February 14, 2019

| February 14, 2019

Safety Tips for Traveling with Kids

Wherever you and your family travel, here are some tips to keep your kids safe along the way.

There is no greater way to spend some fun family time together than with a trip. Your idea of a family vacation may be a plane trip to someplace far off and exotic, or a road trip to a nearby destination; a short, 3-day trip or a week-long excursion. Wherever you and your family travel, here are some tips to keep your kids safe along the way.

Safe Car Travel

When you travel in a car with kids, each should have their own seat, with their own seatbelts, at all times in a vehicle. Children under the age of 13 should ride in the rear seat. Young children should ride in the same booster or car seats that they normally do, and children under the age of 2 should ride in a rear-facing car seat in the rear seat. If you are renting a car, and cannot take your own car seats, be sure to arrange for a seat to be provided, check that it appears to be in good condition, and that an instruction manual is provided. Set a good example and wear your seatbelt at all times.

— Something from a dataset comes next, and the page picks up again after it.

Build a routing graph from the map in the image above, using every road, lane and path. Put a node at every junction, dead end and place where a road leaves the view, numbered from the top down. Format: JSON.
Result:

Keep kids occupied on long trips with activity baskets, games, toys, and favorite music. Keep cords for electronic devices and phone chargers out of reach of small children. Plan on stopping once every 2 hours to give you and your children a break.

Pack a car kit with water, snacks, hand wipes, sunscreen, and lip balm. Lock up medicines that will travel in your purse or in the car with you. Never leave your child alone in a car, even for one minute. Children can die of heat stroke in an instant as temperatures inside the car soar.

Safe Plane Travel

Children should have their own seats on a plane, and those under the age of 2 or less than 40 pounds should travel in an FAA approved car seat or restraint seat. Do not place children in an aisle seat, where their arms and legs may get in the way of passengers or beverage carts. Children should remain seated and buckled in at all times, and should be accompanied by an adult if they need to leave their seat.

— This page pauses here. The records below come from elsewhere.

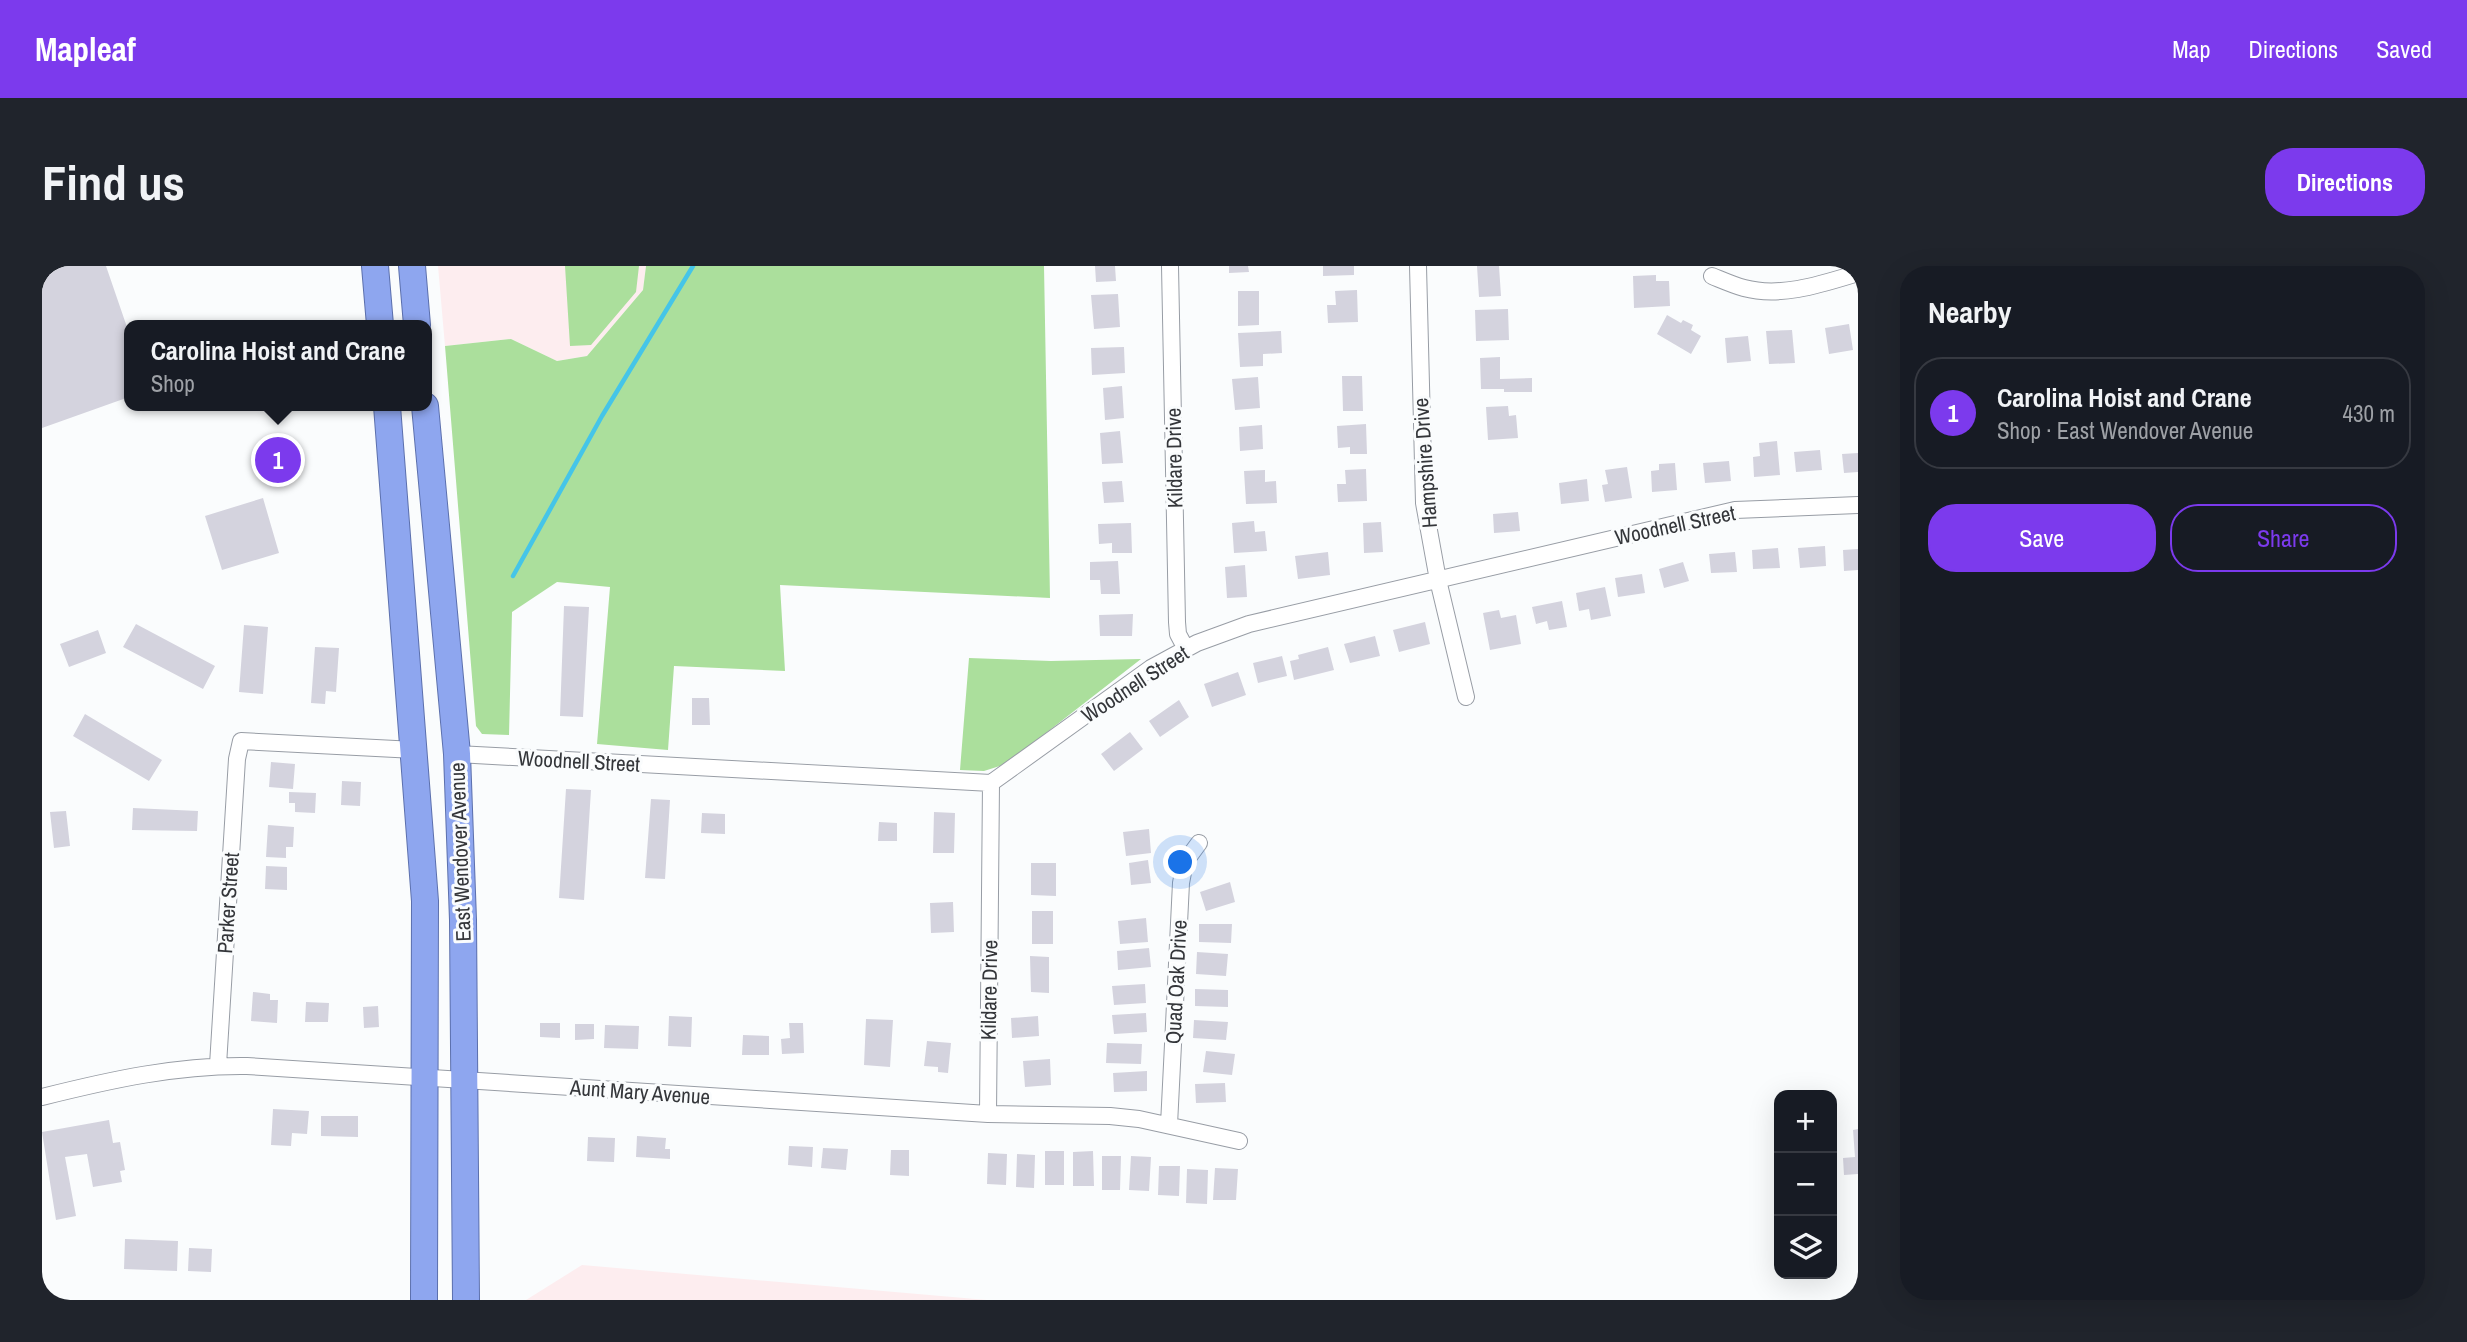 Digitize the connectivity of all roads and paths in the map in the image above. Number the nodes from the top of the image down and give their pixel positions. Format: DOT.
graph roads {
  1 [pos="375,266"];
  2 [pos="412,266"];
  3 [pos="1170,266"];
  4 [pos="1418,266"];
  5 [pos="1858,273"];
  6 [pos="1712,276"];
  7 [pos="380,320"];
  8 [pos="417,320"];
  9 [pos="387,411"];
  10 [pos="425,411"];
  11 [pos="1858,505"];
  12 [pos="1438,580"];
  13 [pos="1186,649"];
  14 [pos="1466,697"];
  15 [pos="415,750"];
  16 [pos="457,754"];
  17 [pos="991,783"];
  18 [pos="1199,844"];
  19 [pos="218,1065"];
  20 [pos="425,1078"];
  21 [pos="465,1080"];
  22 [pos="42,1097"];
  23 [pos="988,1114"];
  24 [pos="1170,1125"];
  25 [pos="1239,1142"];
  26 [pos="424,1300"];
  27 [pos="466,1300"];
  1 -- 7 [label="highway"];
  2 -- 8 [label="highway"];
  3 -- 13 [label="street, Kildare Drive"];
  4 -- 12 [label="street, Hampshire Drive"];
  5 -- 6 [label="street"];
  9 -- 15 [label="highway, East Wendover Avenue"];
  10 -- 16 [label="highway, East Wendover Avenue"];
  11 -- 12 [label="street, Woodnell Street"];
  12 -- 13 [label="street, Woodnell Street"];
  12 -- 14 [label="street, Hampshire Drive"];
  13 -- 17 [label="street, Woodnell Street"];
  15 -- 19 [label="street, Parker Street"];
  15 -- 20 [label="highway, East Wendover Avenue"];
  16 -- 17 [label="street, Woodnell Street"];
  16 -- 21 [label="highway, East Wendover Avenue"];
  17 -- 23 [label="street, Kildare Drive"];
  18 -- 24 [label="street, Quad Oak Drive"];
  19 -- 20 [label="street, Aunt Mary Avenue"];
  19 -- 22 [label="street, Aunt Mary Avenue"];
  20 -- 21 [label="street, Aunt Mary Avenue"];
  20 -- 26 [label="highway, East Wendover Avenue"];
  21 -- 23 [label="street, Aunt Mary Avenue"];
  21 -- 27 [label="highway, East Wendover Avenue"];
  23 -- 24 [label="street, Aunt Mary Avenue"];
  24 -- 25 [label="street, Aunt Mary Avenue"];
}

Ask your flight attendant if your aircraft has life preservers or emergency equipment designed for small children. If the emergency masks deploy, put yours on first. If your brain is starved of oxygen you may get dizzy or pass out and would be unable to help yourself or your child.

Take all of your essentials for your child in carry-on luggage in case checked bags are lost or delayed. Be sure to have food, diapers, and medicines with you. Use a pill bottle lock to keep medicines secure. If your child has a medical condition that may become an issue on the flight, be sure to make the flight attendant or counter agent aware of that before the flight.

Safe Hotel Travel

To kids, a hotel is a fun new world to explore. Be sure you explore it first. Look around the room for potential dangers.

Make sure no sharp objects are on the floor, and that all doors, windows, lights, and locks are secure and properly operating. If you are using a hotel crib, check that it meets safety requirements set by the U.S. Consumer Product Safety Commission. Remove any pillows, blankets, or soft bedding to improve baby safety.

Childproof your hotel room just like you would at home. Bring outlet covers, cord covers, doorknob covers, toilet locks, medicine storage, and safety straps with you to prevent infants and toddlers from getting into danger.

If you are using hotel accommodations such child care, child play areas, or child activities, check it out beforehand. Look for potential dangers on playgrounds or in play areas, and that things appear clean and maintained.

Safe Camping With Kids

Children should never start campfires, and should be supervised by a sober adult at all times when near a fire. Put campfires out at night by dumping water or shoveling dirt on it. Make sure any foods prepared at the campsite are cooked thoroughly to avoid food-borne illnesses, and that you bring drinkable water. Pack up food and beverages securely when not in use.

Set up camp away from water sources to reduce the amount of bugs in the campsite. Always leave tents zipped, and use insect repellent on exposed skin. Check your children for ticks at the end of each day, as well as any pets that you have brought with you. Sunscreen should be applied daily, and reapplied if your child is getting sweaty or swimming. Long sleeves and pants will help protect against bug bites and sunburns.

Never let unattended children in the woods themselves. Stay on trails when hiking with your children, and keep an eye out for poison ivy and snakes. Instruct children to leave wild animals alone. Never let children swim unattended, and instruct them not to drink the water from lakes, ponds, and streams.

Never use fuel-burning equipment such as gas stoves, lanterns, heaters, or grills inside a tent, trailer, or other enclosed shelter. Dangerous levels of odorless, colorless carbon monoxide could build up and cause illness or death for your family.

With a little bit of planning, and a lot of supervision, traveling with kids can be a good time for everyone. By taking the extra steps to ensure child safety in the car, on the plane, in a hotel, or at a campground, you can guarantee that they will have nothing but the happiest memories of your fun, and safe, family vacations.